> **INSTRUCTIONS TO FOLLOW**
What you hand back must match the records word for word, with no pictures.

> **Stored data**
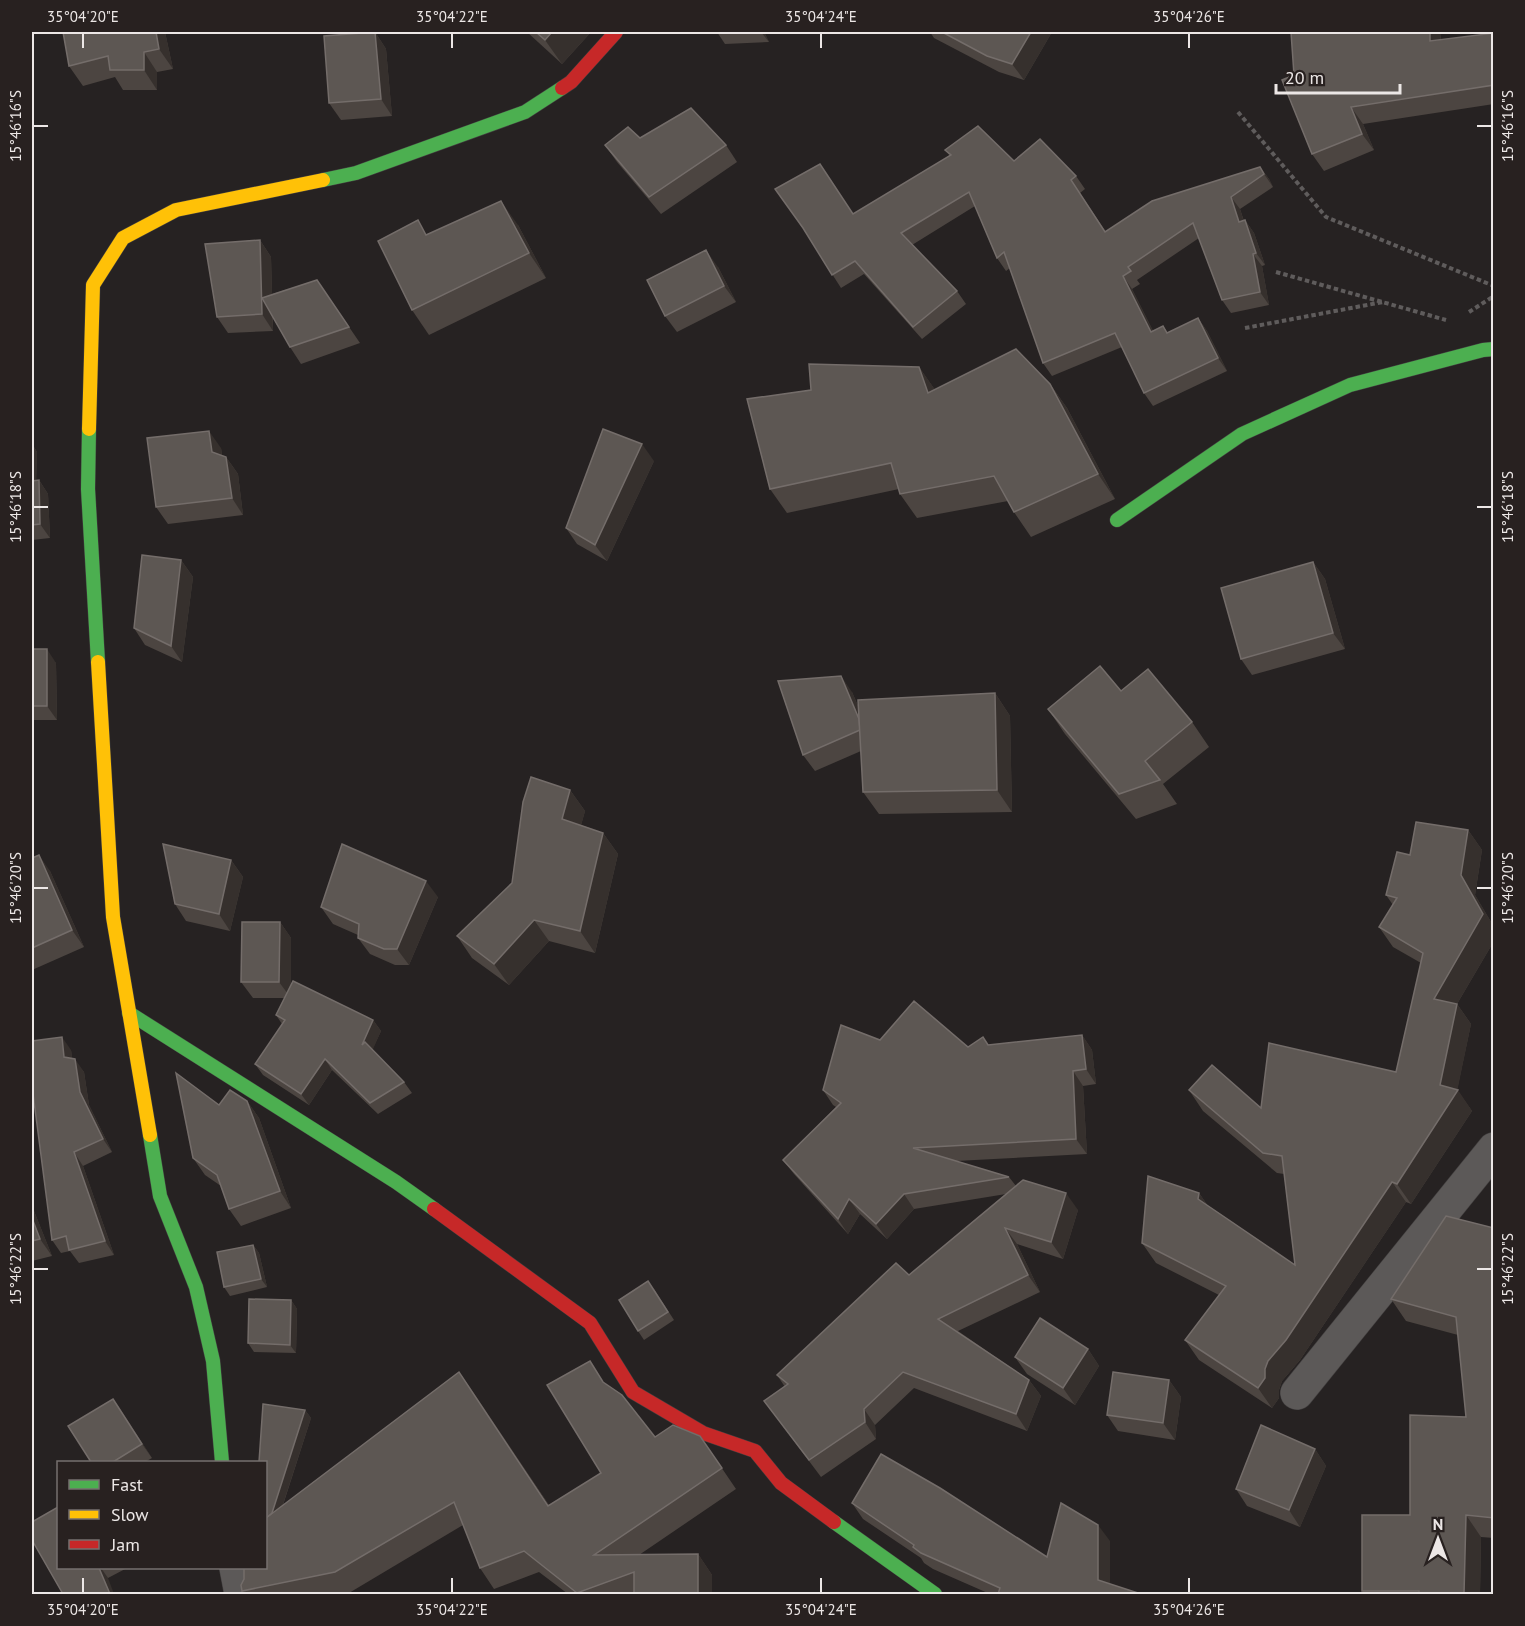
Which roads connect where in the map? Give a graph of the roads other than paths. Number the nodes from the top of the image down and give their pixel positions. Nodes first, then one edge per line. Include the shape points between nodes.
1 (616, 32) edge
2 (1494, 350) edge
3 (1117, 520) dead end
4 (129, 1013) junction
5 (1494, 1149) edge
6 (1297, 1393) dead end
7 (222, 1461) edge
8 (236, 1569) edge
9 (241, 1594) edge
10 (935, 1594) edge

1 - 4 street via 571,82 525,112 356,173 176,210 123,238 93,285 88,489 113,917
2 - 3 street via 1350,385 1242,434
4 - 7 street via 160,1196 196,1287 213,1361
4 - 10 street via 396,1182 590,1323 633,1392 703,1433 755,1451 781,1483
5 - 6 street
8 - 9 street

> **WRITTEN RESPONSE**
Which roads connect where in the map? Give a graph of the roads other than paths. Number the nodes from the top of the image down and give their pixel positions. Nodes first, then one edge per line. Include the shape points between nodes.
1 (616, 32) edge
2 (1494, 350) edge
3 (1117, 520) dead end
4 (129, 1013) junction
5 (1494, 1149) edge
6 (1297, 1393) dead end
7 (222, 1461) edge
8 (236, 1569) edge
9 (241, 1594) edge
10 (935, 1594) edge

1 - 4 street via 571,82 525,112 356,173 176,210 123,238 93,285 88,489 113,917
2 - 3 street via 1350,385 1242,434
4 - 7 street via 160,1196 196,1287 213,1361
4 - 10 street via 396,1182 590,1323 633,1392 703,1433 755,1451 781,1483
5 - 6 street
8 - 9 street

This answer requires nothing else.